Invertir los apellidos
A usted, le preguntaron, le invirtieron el orden de los apellidos para que se llamara como su abuelo. ¿Por qué no se los volvió a cambiar? "No fue Franco quien me cambió el apellido Martínez-Bordiú sino mi madre y mi padre –respondió– , que decidieron inscribirme con el patronímico materno: Franco. Él era muy legalista como para eso. Suele decirse que el orden de los factores no altera el producto pero yo sé bien que mi vida hubiera sido muy diferente si me hubiera llamado Francisco Cristóbal-Bordiú. Soy consciente de la animadversión que produce entre gente que ni me conoce Es como llevar un farolillo en la cabeza. No es exactamente que me diera vergüenza, me hacía sentir incómodo. Yo soy el perfecto ejemplo de la palabra prejuicio. Todo el mundo piensa algo de mí antes de conocerme. Pero una cosa es que te pese y otra cambiarlo. Sería una traición".
Cuenta Francisco Franco que cuando su abuelo murió él se daba cuenta de que el régimen estaba "caduco". Reconoce que fue un niño "malcriado que, siendo estudiante de Medicina, se marchó de su casa para ir a vivir al Pardo porque no se entendía con su padre. Un chaval que no tenía amistades, "mi abuelo fue mi gran amigo". Un crío obsesionado con la caza, que siempre se sintió diferente y solo".
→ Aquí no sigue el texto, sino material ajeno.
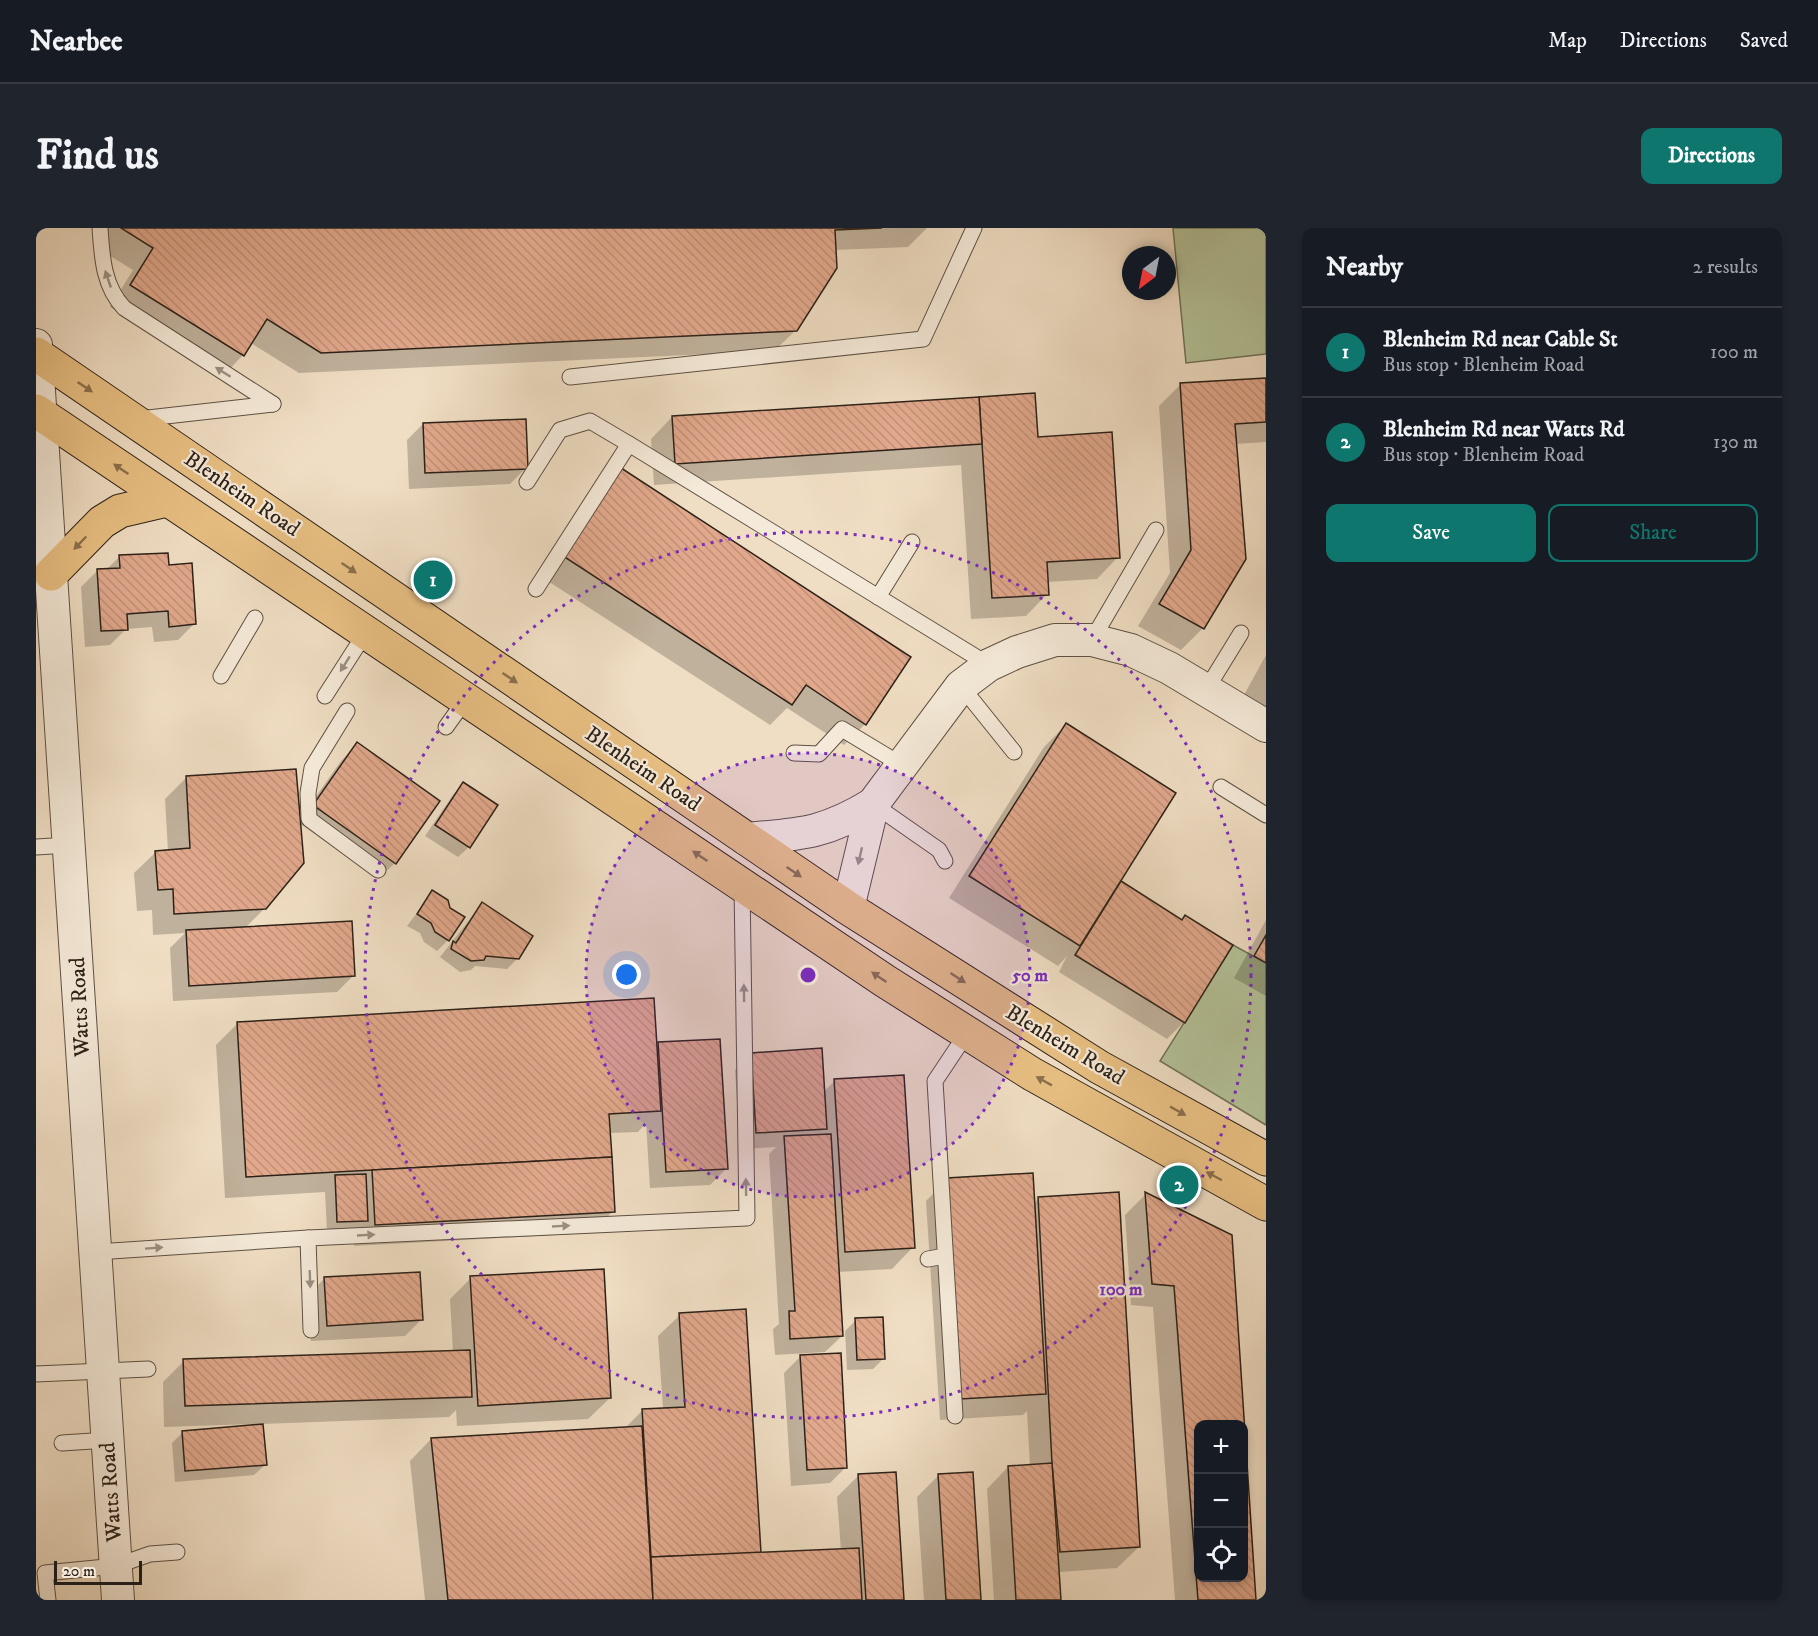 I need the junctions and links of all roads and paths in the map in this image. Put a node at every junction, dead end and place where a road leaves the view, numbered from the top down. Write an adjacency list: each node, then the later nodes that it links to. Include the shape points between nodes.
1 (100, 228): 7 (lane, one-way to 1, via 273,404 124,308 105,272)
2 (974, 228): 5 (lane, via 923,339)
3 (36, 345): 4 (street, Watts Road)
4 (36, 354): 6 (street, Watts Road); 7 (main road, Blenheim Road, one-way to 7)
5 (570, 377)
6 (38, 413): 11 (main road, Blenheim Road, one-way to 6); 15 (street, Watts Road)
7 (135, 420): 37 (main road, Blenheim Road, one-way to 37)
8 (629, 444): 9 (lane, via 590,421 560,430); 12 (lane); 16 (lane)
9 (527, 482)
10 (742, 494): 12 (lane)
11 (167, 500): 15 (main road, one-way to 15, via 120,511); 19 (main road, Blenheim Road)
12 (733, 507): 17 (lane)
13 (1156, 530): 21 (lane)
14 (912, 542): 17 (lane)
15 (46, 560): 38 (street, Watts Road)
16 (536, 589)
17 (878, 597): 22 (lane)
18 (255, 618): 23 (lane)
19 (366, 632): 26 (lane, one-way to 26); 27 (main road, Blenheim Road)
20 (1241, 633): 25 (lane)
21 (1092, 640): 22 (street, via 1055,640); 25 (street, via 1131,650)
22 (988, 665): 24 (street)
23 (221, 676)
24 (961, 686): 31 (lane); 33 (street)
25 (1206, 690): 29 (street)
26 (325, 696)
27 (466, 699): 30 (lane); 42 (main road, Blenheim Road, one-way to 27)
28 (348, 711): 41 (lane, via 312,768 309,819)
29 (1266, 726)
30 (446, 727)
31 (1014, 752)
32 (794, 753): 33 (lane, via 819,754 842,729)
33 (900, 764): 35 (street)
34 (1221, 787): 36 (lane)
35 (873, 804): 37 (street, via 830,827); 40 (lane, via 939,850); 43 (street, one-way to 43)
36 (1266, 815)
37 (746, 839): 43 (main road, Blenheim Road, one-way to 43)
38 (69, 845): 39 (lane); 50 (street, Watts Road)
39 (36, 847)
40 (945, 861)
41 (378, 870)
42 (742, 885): 44 (main road, Blenheim Road, one-way to 42); 49 (lane, one-way to 42, via 747,1218)
43 (848, 908): 45 (main road, Blenheim Road, one-way to 45)
44 (968, 1033): 46 (main road, Blenheim Road, one-way to 44); 51 (lane, via 935,1081)
45 (1149, 1095): 46 (main road); 47 (main road, Blenheim Road, one-way to 47)
46 (1128, 1128): 48 (main road, Blenheim Road, one-way to 46)
47 (1266, 1159)
48 (1266, 1204)
49 (308, 1238): 50 (lane, one-way to 49); 53 (lane, one-way to 53)
50 (96, 1252): 55 (street, Watts Road)
51 (945, 1256): 52 (lane); 57 (lane)
52 (928, 1259)
53 (311, 1330)
54 (148, 1369): 55 (lane)
55 (104, 1370): 56 (lane); 58 (street, Watts Road)
56 (36, 1374)
57 (955, 1416)
58 (108, 1440): 59 (lane); 61 (street, Watts Road)
59 (62, 1443)
60 (177, 1552): 61 (lane, via 150,1554)
61 (116, 1566): 62 (lane, via 45,1573); 63 (street, Watts Road)
62 (48, 1600)
63 (118, 1600) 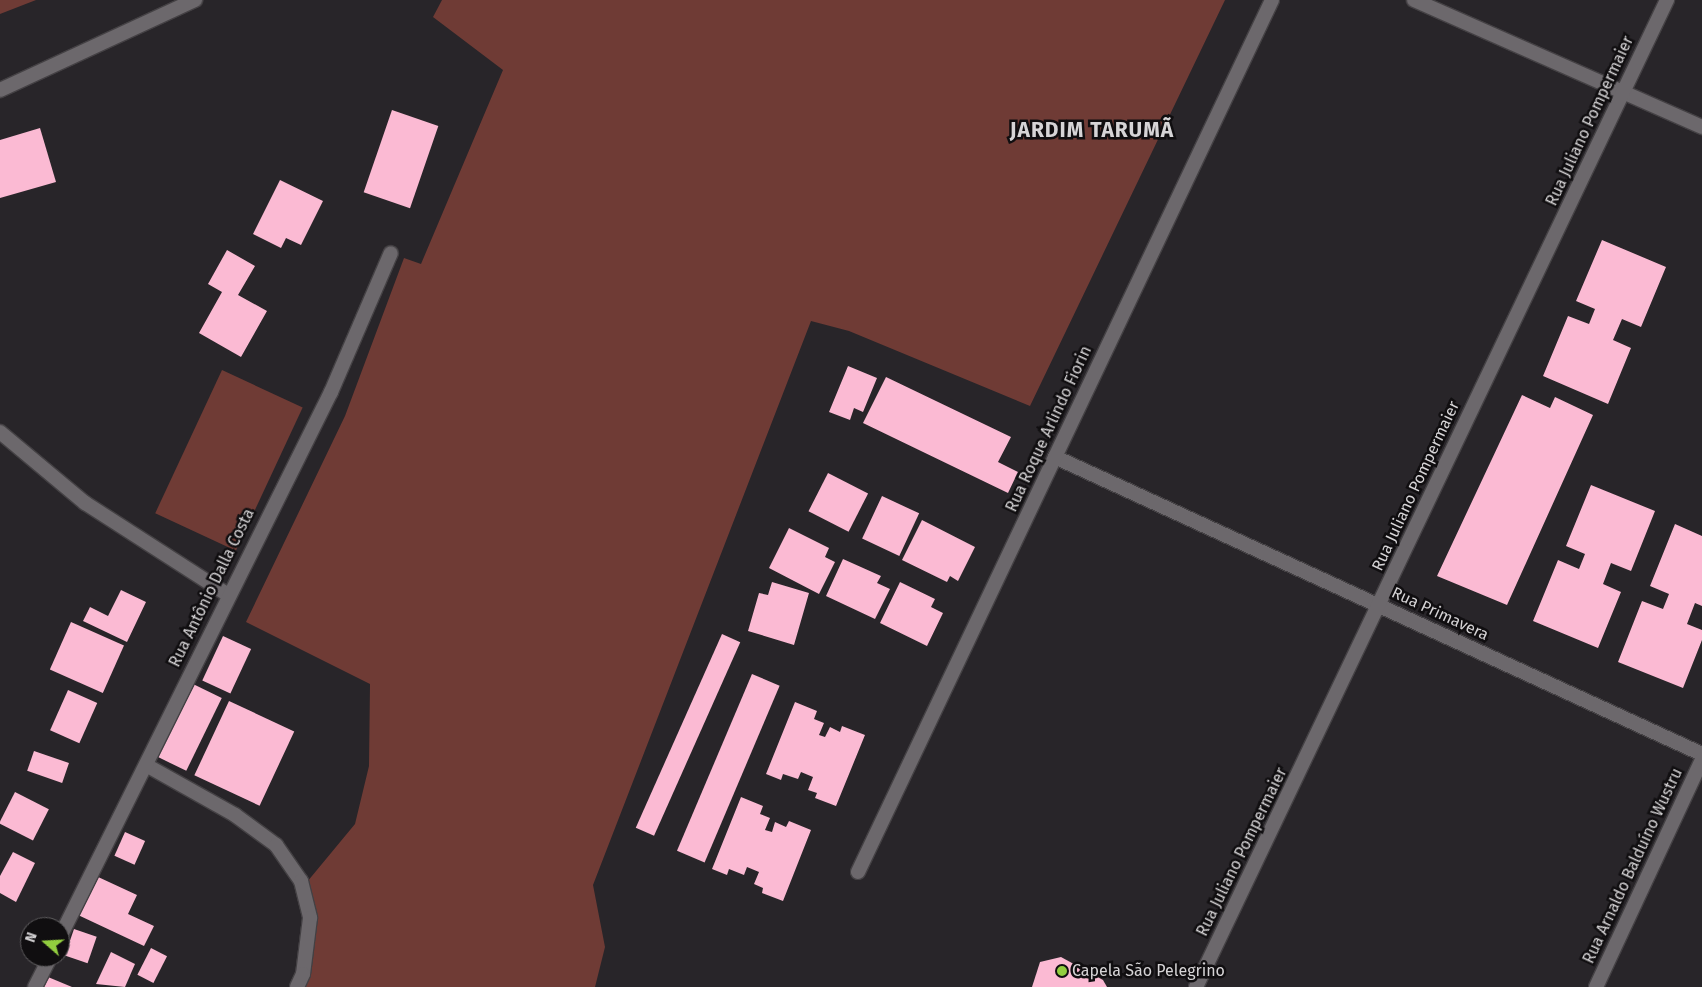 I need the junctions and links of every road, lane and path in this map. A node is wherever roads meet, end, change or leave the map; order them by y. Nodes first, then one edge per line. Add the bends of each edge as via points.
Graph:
1 (195, 0) edge
2 (1272, 0) edge
3 (1414, 0) edge
4 (1667, 0) edge
5 (0, 90) edge
6 (1623, 92) junction
7 (1702, 128) edge
8 (391, 252) dead end
9 (0, 432) edge
10 (1055, 457) junction
11 (227, 594) junction
12 (1379, 605) junction
13 (1702, 754) edge
14 (1702, 760) edge
15 (146, 765) junction
16 (858, 872) dead end
17 (70, 917) edge
18 (45, 967) edge
19 (35, 987) edge
20 (297, 987) edge
21 (1196, 987) edge
22 (1596, 987) edge

1 - 5 street
2 - 10 street, Rua Roque Arlindo Fiorin
3 - 6 street
4 - 6 street, Rua Juliano Pompermaier
6 - 7 street
6 - 12 street, Rua Juliano Pompermaier
8 - 11 street, Rua Antônio Dalla Costa via 330,392
9 - 11 street via 85,504
10 - 12 street, Rua Primavera
10 - 16 street, Rua Roque Arlindo Fiorin
11 - 15 street, Rua Antônio Dalla Costa
12 - 13 street, Rua Primavera
12 - 21 street, Rua Juliano Pompermaier
14 - 22 street, Rua Arnaldo Balduíno Wustru
15 - 17 street, Rua Antônio Dalla Costa
15 - 20 street via 236,815 276,845 300,881 310,918 303,974
18 - 19 street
Afirma que tampoco llegó a ejercer jamás su profesión. "Yo quería ser cirujano plástico, que es una profesión con un alto componente de marketing. ¿Cómo iba a hacerlo llamándome Franco?".
Llegó la democracia "y pensé que si los primeros que mandaban, que procedían de régimen anterior, nos torcían la cara, nos iban a correr cuando llegase la izquierda, por eso me fui a vivir a Chile. Luego no fue así".
Preguntado sobre si el caudillismo de su abuelo llegaba a puntos como ponerle los salmones en el anzuelo unos buzos, afirmó que era otra de las leyendas urbanas que corrían sobre él. "Está claro que en caza y pesca le facilitaban las cosas pero eso ya es una locura".
Un grupo de una veintena de personas impidió el inicio normal del acto con gritos de protesta por su celebración. Una parte ocupó el estrado mientras los asistentes a la conferencia criticaban su actitud. El grupo abandonó voluntariamente la sala después de 20 minutos tras personarse la Policía.